If a record contains a picture, leave the picture out and copy everything else exactly.

______________________________

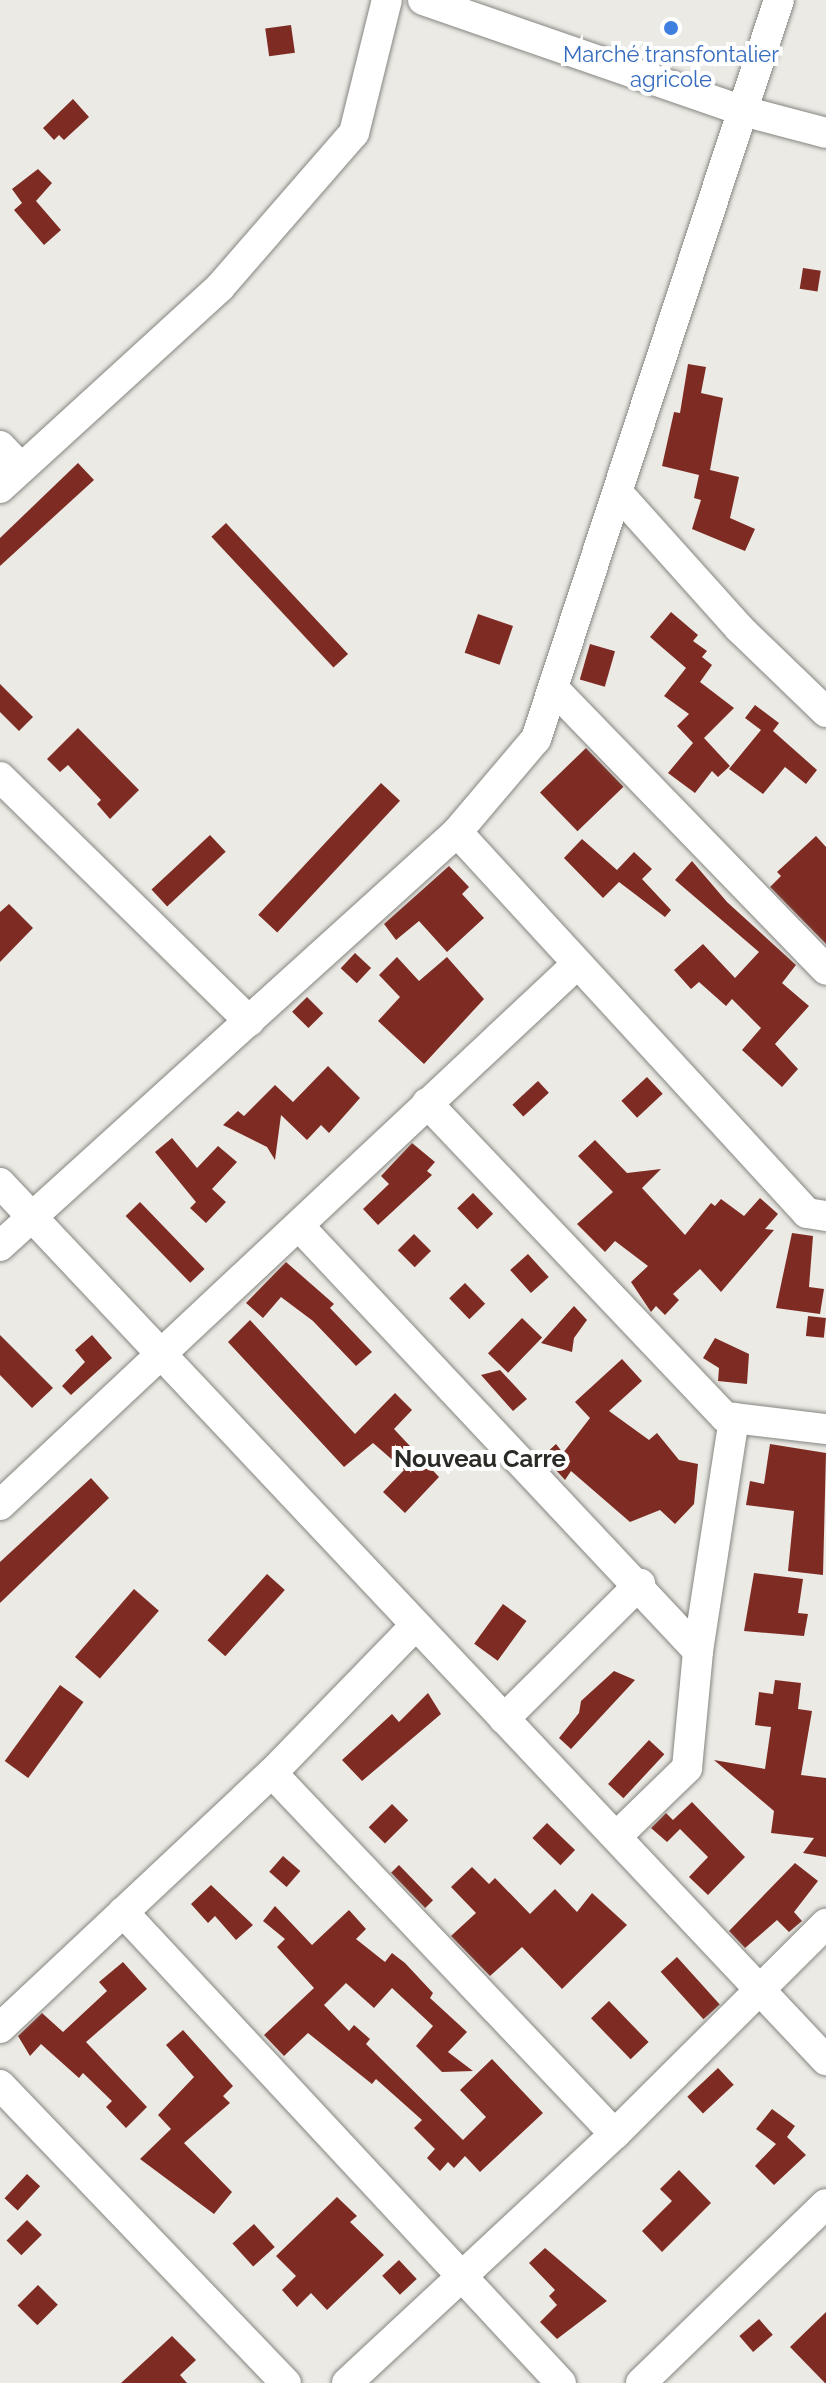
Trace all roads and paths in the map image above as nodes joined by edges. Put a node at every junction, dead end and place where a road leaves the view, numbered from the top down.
1 (387, 0) edge
2 (423, 0) edge
3 (779, 0) edge
4 (743, 111) junction
5 (826, 133) edge
6 (0, 446) edge
7 (10, 478) edge
8 (618, 493) junction
9 (556, 691) junction
10 (826, 712) edge
11 (0, 777) edge
12 (457, 832) junction
13 (576, 965) junction
14 (826, 970) edge
15 (249, 1021) junction
16 (427, 1103) junction
17 (0, 1183) edge
18 (31, 1216) junction
19 (826, 1216) edge
20 (299, 1226) junction
21 (0, 1246) edge
22 (163, 1353) junction
23 (734, 1418) junction
24 (826, 1429) edge
25 (0, 1505) edge
26 (640, 1584) junction
27 (416, 1625) junction
28 (698, 1651) junction
29 (504, 1719) junction
30 (272, 1773) junction
31 (619, 1834) junction
32 (123, 1912) junction
33 (826, 1924) edge
34 (763, 1992) junction
35 (0, 2028) edge
36 (826, 2060) edge
37 (0, 2085) edge
38 (615, 2134) junction
39 (826, 2204) edge
40 (462, 2281) junction
41 (286, 2383) edge
42 (347, 2383) edge
43 (561, 2383) edge
44 (641, 2383) edge

1 - 7 street
2 - 4 street
3 - 4 street
4 - 5 street
4 - 8 street
6 - 7 street
8 - 9 street
8 - 10 street
9 - 12 street
9 - 14 street
11 - 15 street
12 - 13 street
12 - 15 street
13 - 16 street
13 - 19 street
15 - 18 street
16 - 20 street
16 - 23 street
17 - 18 street
18 - 21 street
18 - 22 street
20 - 22 street
20 - 26 street
22 - 25 street
22 - 27 street
23 - 24 street
23 - 28 street
26 - 28 street
26 - 29 street
27 - 29 street
27 - 30 street
28 - 31 street
29 - 31 street
30 - 32 street
30 - 38 street
31 - 34 street
32 - 35 street
32 - 40 street
33 - 34 street
34 - 36 street
34 - 38 street
37 - 41 street
38 - 40 street
39 - 44 street
40 - 42 street
40 - 43 street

______________________________

→ **Answer box**:
Trace all roads and paths in the map image above as nodes joined by edges. Put a node at every junction, dead end and place where a road leaves the view, numbered from the top down.
1 (387, 0) edge
2 (423, 0) edge
3 (779, 0) edge
4 (743, 111) junction
5 (826, 133) edge
6 (0, 446) edge
7 (10, 478) edge
8 (618, 493) junction
9 (556, 691) junction
10 (826, 712) edge
11 (0, 777) edge
12 (457, 832) junction
13 (576, 965) junction
14 (826, 970) edge
15 (249, 1021) junction
16 (427, 1103) junction
17 (0, 1183) edge
18 (31, 1216) junction
19 (826, 1216) edge
20 (299, 1226) junction
21 (0, 1246) edge
22 (163, 1353) junction
23 (734, 1418) junction
24 (826, 1429) edge
25 (0, 1505) edge
26 (640, 1584) junction
27 (416, 1625) junction
28 (698, 1651) junction
29 (504, 1719) junction
30 (272, 1773) junction
31 (619, 1834) junction
32 (123, 1912) junction
33 (826, 1924) edge
34 (763, 1992) junction
35 (0, 2028) edge
36 (826, 2060) edge
37 (0, 2085) edge
38 (615, 2134) junction
39 (826, 2204) edge
40 (462, 2281) junction
41 (286, 2383) edge
42 (347, 2383) edge
43 (561, 2383) edge
44 (641, 2383) edge

1 - 7 street
2 - 4 street
3 - 4 street
4 - 5 street
4 - 8 street
6 - 7 street
8 - 9 street
8 - 10 street
9 - 12 street
9 - 14 street
11 - 15 street
12 - 13 street
12 - 15 street
13 - 16 street
13 - 19 street
15 - 18 street
16 - 20 street
16 - 23 street
17 - 18 street
18 - 21 street
18 - 22 street
20 - 22 street
20 - 26 street
22 - 25 street
22 - 27 street
23 - 24 street
23 - 28 street
26 - 28 street
26 - 29 street
27 - 29 street
27 - 30 street
28 - 31 street
29 - 31 street
30 - 32 street
30 - 38 street
31 - 34 street
32 - 35 street
32 - 40 street
33 - 34 street
34 - 36 street
34 - 38 street
37 - 41 street
38 - 40 street
39 - 44 street
40 - 42 street
40 - 43 street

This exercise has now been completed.